The lengths, t 1(v) and t 2(v), of the two sub‐segments are used in finding the gray matter skeleton for computing the cortical thickness variation.
In addition, to better remove the skull and non‐GM parts of the brain, we applied a rough GM mask obtained from FreeSurfer (FreeSurfer was only used for this task).
Footnotes
When considering partial volume effects, these “probabilities” represent the proportion of GM in the voxel.
The only lost information is that we are not able to distinguish between WM and CSF, which as we will see is not a concern, since we are only interested in the two categories of GM and non‐GM. However, we could also preserve that information if needed.
While here we use lines, the use of other curves of integration is an interesting subject of future research.
When computing T at a non‐GM voxel, the value will be zero due to the stopping criteria explained below.
The proposed framework is independent of how the probability density functions are actually computed. The key is to use the probabilities instead of the hard thresholds. If the soft classifier which provides the probability map is naïve, it will only take into account the intensity values of the MR image, or may in addition use an atlas as prior information. On the contrary, a more intelligent classifier will take into account other factors such as the fact that voxels that are definitely in the gray matter layer must have probability of 1, no matter what can immediately be inferred from the MR intensity values [e.g., in Teo et al.,1997, interior voxels are clearly identified]. The more accurate the input probabilities are, the better results our thickness measurement algorithm will provide, as the measurement algorithm relies on the accuracy of the input data.

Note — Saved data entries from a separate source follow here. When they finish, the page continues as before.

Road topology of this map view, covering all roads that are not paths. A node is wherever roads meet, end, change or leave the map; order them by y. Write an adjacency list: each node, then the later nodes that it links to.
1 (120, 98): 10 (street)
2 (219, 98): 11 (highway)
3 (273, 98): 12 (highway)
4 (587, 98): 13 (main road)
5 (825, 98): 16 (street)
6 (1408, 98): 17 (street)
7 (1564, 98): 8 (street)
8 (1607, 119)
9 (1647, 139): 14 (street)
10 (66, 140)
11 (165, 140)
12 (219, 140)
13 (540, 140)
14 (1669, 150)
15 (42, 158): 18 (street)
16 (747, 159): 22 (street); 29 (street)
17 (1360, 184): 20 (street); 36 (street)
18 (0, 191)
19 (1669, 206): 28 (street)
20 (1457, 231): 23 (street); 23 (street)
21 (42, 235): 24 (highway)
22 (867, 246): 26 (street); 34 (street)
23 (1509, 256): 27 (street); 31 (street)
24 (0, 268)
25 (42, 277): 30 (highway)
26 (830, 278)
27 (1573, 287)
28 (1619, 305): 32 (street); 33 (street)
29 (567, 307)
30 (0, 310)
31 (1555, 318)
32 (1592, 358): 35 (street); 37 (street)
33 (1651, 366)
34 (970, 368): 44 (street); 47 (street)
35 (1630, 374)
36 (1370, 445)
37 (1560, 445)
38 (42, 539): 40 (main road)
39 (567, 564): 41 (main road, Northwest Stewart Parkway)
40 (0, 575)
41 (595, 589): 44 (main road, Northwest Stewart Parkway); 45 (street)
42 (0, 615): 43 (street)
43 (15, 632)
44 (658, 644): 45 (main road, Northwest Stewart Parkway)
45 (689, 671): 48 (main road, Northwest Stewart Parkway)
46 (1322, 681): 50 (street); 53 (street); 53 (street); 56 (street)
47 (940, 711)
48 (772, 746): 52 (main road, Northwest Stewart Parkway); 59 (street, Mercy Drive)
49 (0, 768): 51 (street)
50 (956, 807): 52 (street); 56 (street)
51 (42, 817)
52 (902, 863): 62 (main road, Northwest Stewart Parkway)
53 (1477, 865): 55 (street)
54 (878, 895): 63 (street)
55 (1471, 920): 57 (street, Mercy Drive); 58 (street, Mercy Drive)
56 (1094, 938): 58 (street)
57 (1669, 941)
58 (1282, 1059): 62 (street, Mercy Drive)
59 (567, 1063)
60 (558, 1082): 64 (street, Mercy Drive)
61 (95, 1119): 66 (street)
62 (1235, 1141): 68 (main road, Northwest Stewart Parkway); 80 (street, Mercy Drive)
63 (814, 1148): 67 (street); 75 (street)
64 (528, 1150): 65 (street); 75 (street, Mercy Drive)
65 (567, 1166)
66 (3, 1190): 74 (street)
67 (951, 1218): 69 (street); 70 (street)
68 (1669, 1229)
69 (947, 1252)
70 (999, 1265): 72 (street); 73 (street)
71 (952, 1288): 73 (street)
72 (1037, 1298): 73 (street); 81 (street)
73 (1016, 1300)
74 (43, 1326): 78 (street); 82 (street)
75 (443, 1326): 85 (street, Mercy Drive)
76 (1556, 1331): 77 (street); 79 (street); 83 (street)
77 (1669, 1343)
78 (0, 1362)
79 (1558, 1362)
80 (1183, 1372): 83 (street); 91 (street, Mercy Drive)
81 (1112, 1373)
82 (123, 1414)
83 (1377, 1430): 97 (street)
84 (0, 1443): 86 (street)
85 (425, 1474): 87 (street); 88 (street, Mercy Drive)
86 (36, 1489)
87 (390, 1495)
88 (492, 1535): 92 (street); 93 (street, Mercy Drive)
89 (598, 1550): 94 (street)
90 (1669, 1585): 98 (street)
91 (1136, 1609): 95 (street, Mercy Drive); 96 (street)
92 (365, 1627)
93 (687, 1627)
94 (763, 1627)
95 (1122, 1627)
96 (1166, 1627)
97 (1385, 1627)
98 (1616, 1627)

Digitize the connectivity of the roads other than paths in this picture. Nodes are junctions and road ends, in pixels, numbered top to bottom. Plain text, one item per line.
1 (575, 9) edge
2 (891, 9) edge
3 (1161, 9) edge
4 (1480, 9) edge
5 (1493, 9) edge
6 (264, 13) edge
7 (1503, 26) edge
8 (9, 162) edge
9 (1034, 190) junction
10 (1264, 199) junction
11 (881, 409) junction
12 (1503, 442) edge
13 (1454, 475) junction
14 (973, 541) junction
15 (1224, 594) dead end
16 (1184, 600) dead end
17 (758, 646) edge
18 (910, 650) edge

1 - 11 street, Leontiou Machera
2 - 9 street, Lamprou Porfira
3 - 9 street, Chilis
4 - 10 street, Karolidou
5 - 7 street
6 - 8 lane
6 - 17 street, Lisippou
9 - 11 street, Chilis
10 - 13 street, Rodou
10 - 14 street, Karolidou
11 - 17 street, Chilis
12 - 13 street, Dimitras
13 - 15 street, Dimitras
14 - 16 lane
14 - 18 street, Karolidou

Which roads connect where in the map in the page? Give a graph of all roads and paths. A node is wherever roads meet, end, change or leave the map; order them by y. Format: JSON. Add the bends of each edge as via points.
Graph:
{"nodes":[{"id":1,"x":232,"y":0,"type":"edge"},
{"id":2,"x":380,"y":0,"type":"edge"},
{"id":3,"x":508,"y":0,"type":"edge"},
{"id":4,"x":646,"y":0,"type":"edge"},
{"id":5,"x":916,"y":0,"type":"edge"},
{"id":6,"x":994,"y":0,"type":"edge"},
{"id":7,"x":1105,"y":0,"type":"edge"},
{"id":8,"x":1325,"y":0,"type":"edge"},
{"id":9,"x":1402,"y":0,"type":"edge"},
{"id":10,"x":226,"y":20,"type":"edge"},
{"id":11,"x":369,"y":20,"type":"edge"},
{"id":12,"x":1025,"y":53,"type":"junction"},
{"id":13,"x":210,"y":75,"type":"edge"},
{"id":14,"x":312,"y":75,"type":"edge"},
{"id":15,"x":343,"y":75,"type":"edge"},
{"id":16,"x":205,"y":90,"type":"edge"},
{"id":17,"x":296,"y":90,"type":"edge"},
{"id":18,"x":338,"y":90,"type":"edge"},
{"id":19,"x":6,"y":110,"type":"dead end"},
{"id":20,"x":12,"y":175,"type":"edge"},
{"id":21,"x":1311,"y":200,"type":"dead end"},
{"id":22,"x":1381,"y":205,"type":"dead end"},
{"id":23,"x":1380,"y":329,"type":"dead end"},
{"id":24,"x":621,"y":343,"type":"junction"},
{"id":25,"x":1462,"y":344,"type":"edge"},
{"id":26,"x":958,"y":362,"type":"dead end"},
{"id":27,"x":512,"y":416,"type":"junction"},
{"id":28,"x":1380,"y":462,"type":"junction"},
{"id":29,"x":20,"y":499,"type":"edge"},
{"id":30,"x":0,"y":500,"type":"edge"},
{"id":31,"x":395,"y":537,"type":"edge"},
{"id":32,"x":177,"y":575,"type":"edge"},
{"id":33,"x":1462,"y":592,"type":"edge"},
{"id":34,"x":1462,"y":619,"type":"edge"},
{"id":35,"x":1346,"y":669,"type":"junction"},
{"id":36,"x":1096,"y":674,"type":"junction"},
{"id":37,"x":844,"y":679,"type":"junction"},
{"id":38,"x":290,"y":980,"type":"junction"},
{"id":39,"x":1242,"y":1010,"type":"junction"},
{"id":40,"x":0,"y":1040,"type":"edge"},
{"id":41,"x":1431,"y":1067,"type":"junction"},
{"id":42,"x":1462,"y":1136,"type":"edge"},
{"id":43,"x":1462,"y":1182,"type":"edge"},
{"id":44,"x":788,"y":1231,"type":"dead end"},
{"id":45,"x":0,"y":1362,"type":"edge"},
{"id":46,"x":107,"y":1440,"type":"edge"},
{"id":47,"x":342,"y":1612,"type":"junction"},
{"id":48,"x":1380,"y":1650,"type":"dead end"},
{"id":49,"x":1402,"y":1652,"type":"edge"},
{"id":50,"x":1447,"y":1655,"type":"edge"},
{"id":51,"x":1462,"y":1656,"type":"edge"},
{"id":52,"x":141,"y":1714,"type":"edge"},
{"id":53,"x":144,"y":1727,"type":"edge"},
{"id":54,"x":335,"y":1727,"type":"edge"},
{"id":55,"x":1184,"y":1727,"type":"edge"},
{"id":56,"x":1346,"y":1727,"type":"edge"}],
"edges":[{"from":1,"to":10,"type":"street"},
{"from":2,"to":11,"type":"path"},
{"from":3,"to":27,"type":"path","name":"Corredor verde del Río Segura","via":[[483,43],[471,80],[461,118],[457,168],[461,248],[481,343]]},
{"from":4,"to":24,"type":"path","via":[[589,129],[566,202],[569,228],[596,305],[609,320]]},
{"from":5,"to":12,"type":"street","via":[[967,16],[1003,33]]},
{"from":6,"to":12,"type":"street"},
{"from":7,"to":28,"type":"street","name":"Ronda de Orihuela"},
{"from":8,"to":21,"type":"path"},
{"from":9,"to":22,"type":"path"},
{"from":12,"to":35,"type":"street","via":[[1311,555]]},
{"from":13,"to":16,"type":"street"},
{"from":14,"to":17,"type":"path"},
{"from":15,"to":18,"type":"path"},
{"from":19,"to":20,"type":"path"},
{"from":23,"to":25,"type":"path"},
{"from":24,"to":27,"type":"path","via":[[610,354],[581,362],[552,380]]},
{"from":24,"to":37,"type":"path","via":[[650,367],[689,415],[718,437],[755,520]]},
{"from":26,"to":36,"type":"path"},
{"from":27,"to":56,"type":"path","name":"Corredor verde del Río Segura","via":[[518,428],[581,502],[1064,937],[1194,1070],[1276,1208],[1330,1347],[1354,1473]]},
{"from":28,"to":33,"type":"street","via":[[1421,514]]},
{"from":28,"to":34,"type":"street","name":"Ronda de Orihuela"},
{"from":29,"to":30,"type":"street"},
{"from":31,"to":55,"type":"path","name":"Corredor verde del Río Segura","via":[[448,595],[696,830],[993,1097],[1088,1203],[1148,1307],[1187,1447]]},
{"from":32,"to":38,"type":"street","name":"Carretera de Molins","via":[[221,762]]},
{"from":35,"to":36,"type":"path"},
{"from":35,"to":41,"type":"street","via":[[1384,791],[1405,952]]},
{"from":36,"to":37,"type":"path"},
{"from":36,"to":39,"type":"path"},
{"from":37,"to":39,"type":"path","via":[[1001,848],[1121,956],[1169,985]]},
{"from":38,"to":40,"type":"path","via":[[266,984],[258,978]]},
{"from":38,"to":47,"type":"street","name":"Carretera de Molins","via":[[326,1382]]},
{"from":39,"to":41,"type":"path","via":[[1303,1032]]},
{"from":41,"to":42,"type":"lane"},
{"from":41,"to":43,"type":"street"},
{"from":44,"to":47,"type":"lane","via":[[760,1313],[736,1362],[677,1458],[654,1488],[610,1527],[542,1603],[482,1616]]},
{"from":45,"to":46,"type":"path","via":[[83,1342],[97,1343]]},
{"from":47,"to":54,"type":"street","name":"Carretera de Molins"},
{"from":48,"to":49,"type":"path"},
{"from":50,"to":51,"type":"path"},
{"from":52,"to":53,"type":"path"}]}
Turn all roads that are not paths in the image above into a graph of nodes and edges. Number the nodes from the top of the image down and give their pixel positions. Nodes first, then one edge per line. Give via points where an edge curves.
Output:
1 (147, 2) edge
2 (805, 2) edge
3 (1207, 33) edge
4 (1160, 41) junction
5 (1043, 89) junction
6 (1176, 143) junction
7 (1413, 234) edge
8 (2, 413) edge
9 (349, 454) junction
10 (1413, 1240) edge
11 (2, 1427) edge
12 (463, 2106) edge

The computation of these probabilities for the examples in this article is detailed in the Appendix.
In case the gap is narrower, both GM layers basically touch each other and the algorithm may overestimate the thickness. Restricting the thickness map to be continuous, which is a part of the future work, may help us overcome this problem. For a further discussion, see for example [Teo et al.,1997].
Because of the lack of ground truth data for tissue thickness (and even a universally accepted definition of tissue thickness), artificial examples such as the one here presented are critical to illustrate the importance of the concepts introduced here.
See “Finding the Skeleton” section in Appendix for a detailed explanation about what voxels are used to perform this comparison (recall that our algorithm produces thickness measurements for all voxels in the volume).
This increase, which is anatomically not expected, is statistically significant. No increase is found with our proposed method.
We should note that while this is the best fitting straight line, in a least squares sense, the actual fitting is far from ideal, indicating that the relation between the measurements produced by both methods is not linear. Note of course that intrinsically our definition of tissue thickness is fundamentally different than that of FreeSurfer, and should be considered as an alternative.
Note once again that such segmentation is not an intrinsic component of the proposed framework, it is just one way of reporting the results.